> [DATA TO PROCESS]
══════════════════════════════
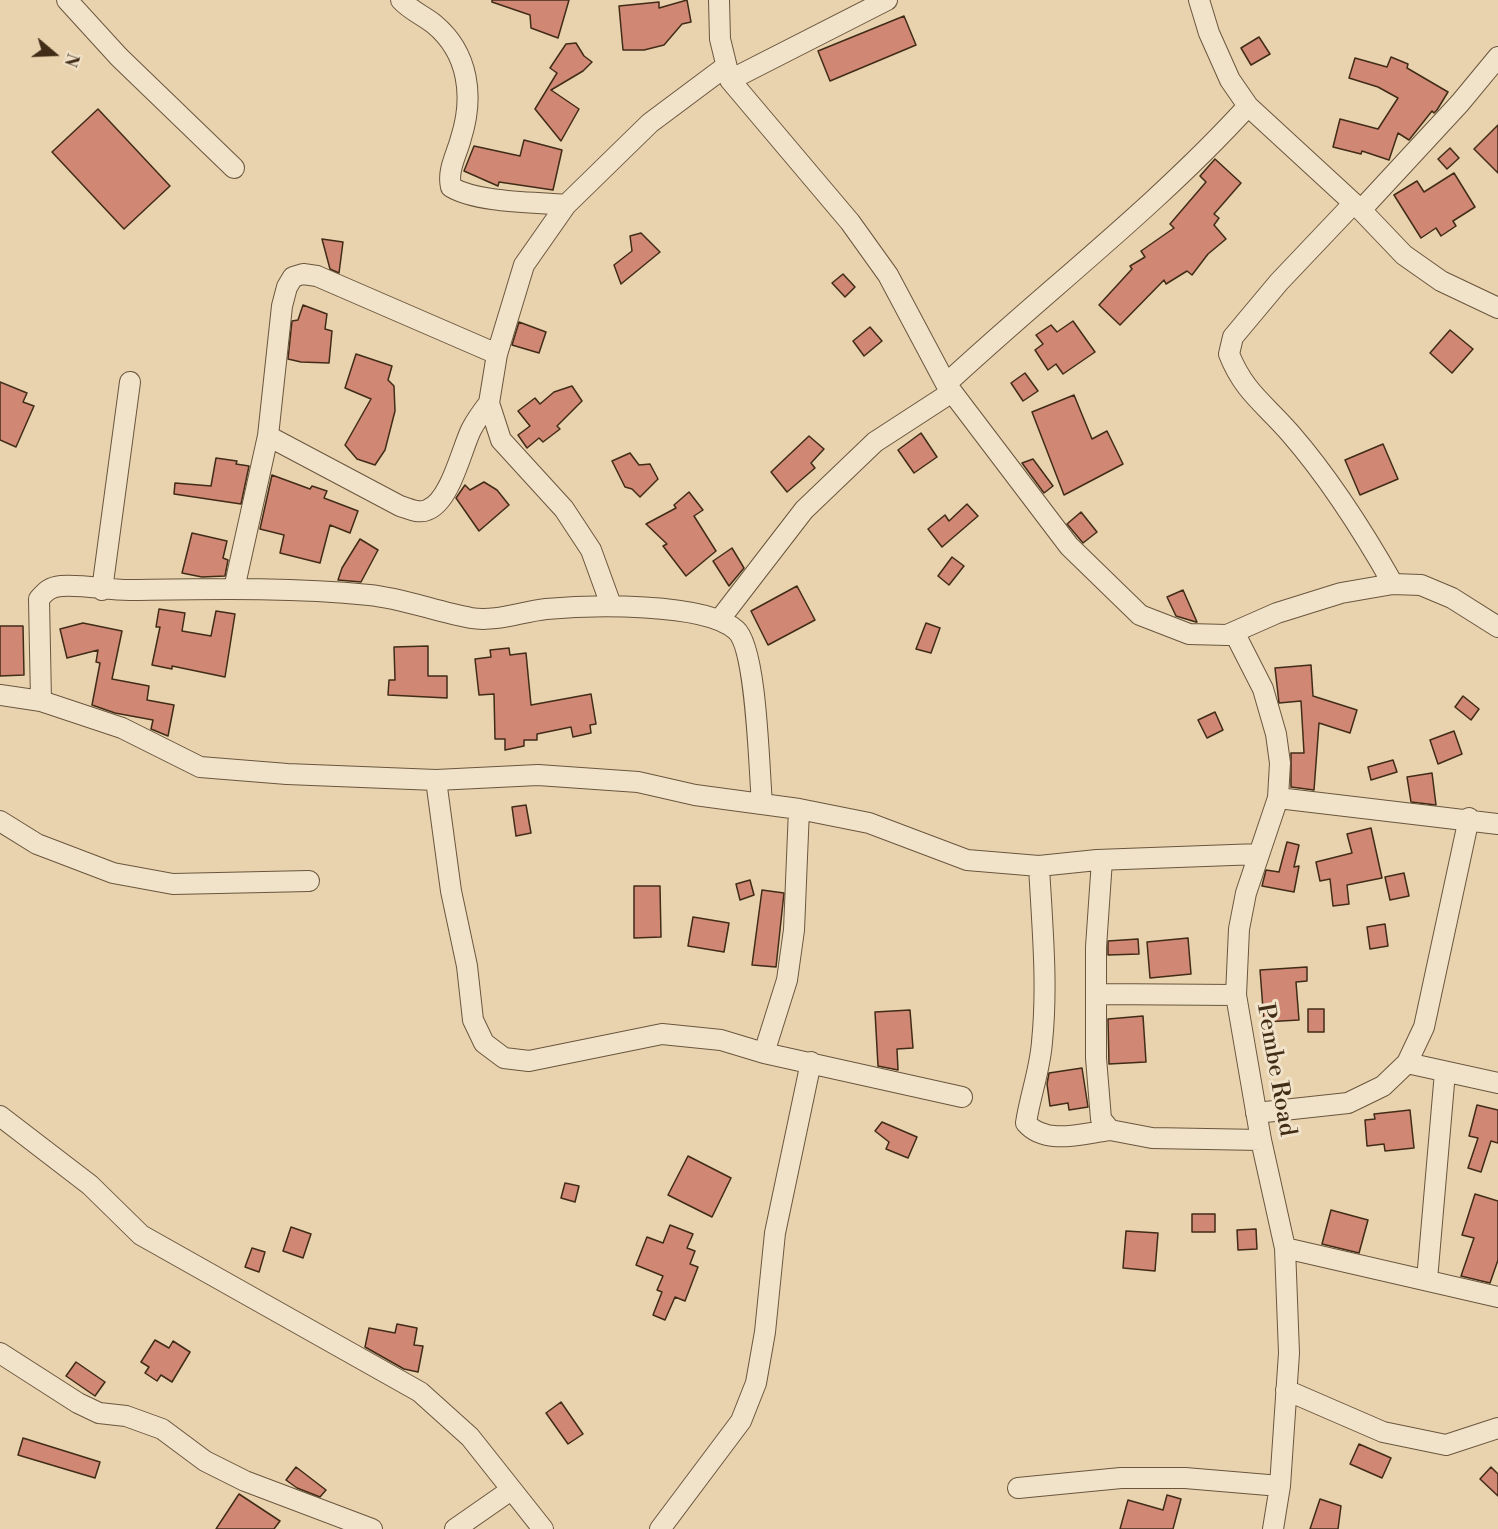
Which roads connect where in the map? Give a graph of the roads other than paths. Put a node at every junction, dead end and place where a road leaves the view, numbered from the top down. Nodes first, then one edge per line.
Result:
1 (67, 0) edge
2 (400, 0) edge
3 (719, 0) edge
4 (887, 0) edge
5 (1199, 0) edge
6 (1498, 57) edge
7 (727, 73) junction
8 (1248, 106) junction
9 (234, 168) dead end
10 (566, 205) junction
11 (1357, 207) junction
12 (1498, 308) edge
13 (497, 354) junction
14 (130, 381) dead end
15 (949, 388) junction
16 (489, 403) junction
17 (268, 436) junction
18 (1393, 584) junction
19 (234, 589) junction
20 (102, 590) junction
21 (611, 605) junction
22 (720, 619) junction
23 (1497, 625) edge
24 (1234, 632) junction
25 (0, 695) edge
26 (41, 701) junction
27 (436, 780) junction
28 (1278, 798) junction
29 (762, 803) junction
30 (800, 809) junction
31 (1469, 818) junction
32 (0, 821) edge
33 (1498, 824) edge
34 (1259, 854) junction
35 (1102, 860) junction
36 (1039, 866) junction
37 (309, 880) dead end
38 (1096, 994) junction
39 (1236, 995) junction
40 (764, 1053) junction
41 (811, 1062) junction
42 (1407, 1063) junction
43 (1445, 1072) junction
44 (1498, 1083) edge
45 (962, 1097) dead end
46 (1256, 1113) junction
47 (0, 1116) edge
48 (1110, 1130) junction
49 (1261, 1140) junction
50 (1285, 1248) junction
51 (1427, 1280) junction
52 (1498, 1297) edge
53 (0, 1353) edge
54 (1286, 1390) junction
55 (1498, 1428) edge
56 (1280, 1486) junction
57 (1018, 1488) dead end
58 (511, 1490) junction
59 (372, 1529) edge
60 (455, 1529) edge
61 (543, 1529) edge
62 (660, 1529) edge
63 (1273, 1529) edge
══════════════════════════════
> [ASSIGNMENT] Which lines of the data include "dead"? Copy each of them.

> [EXERCISE SOLUTION]
Which roads connect where in the map? Give a graph of the roads other than paths. Put a node at every junction, dead end and place where a road leaves the view, numbered from the top down. Nodes first, then one edge per line.
9 (234, 168) dead end
14 (130, 381) dead end
37 (309, 880) dead end
45 (962, 1097) dead end
57 (1018, 1488) dead end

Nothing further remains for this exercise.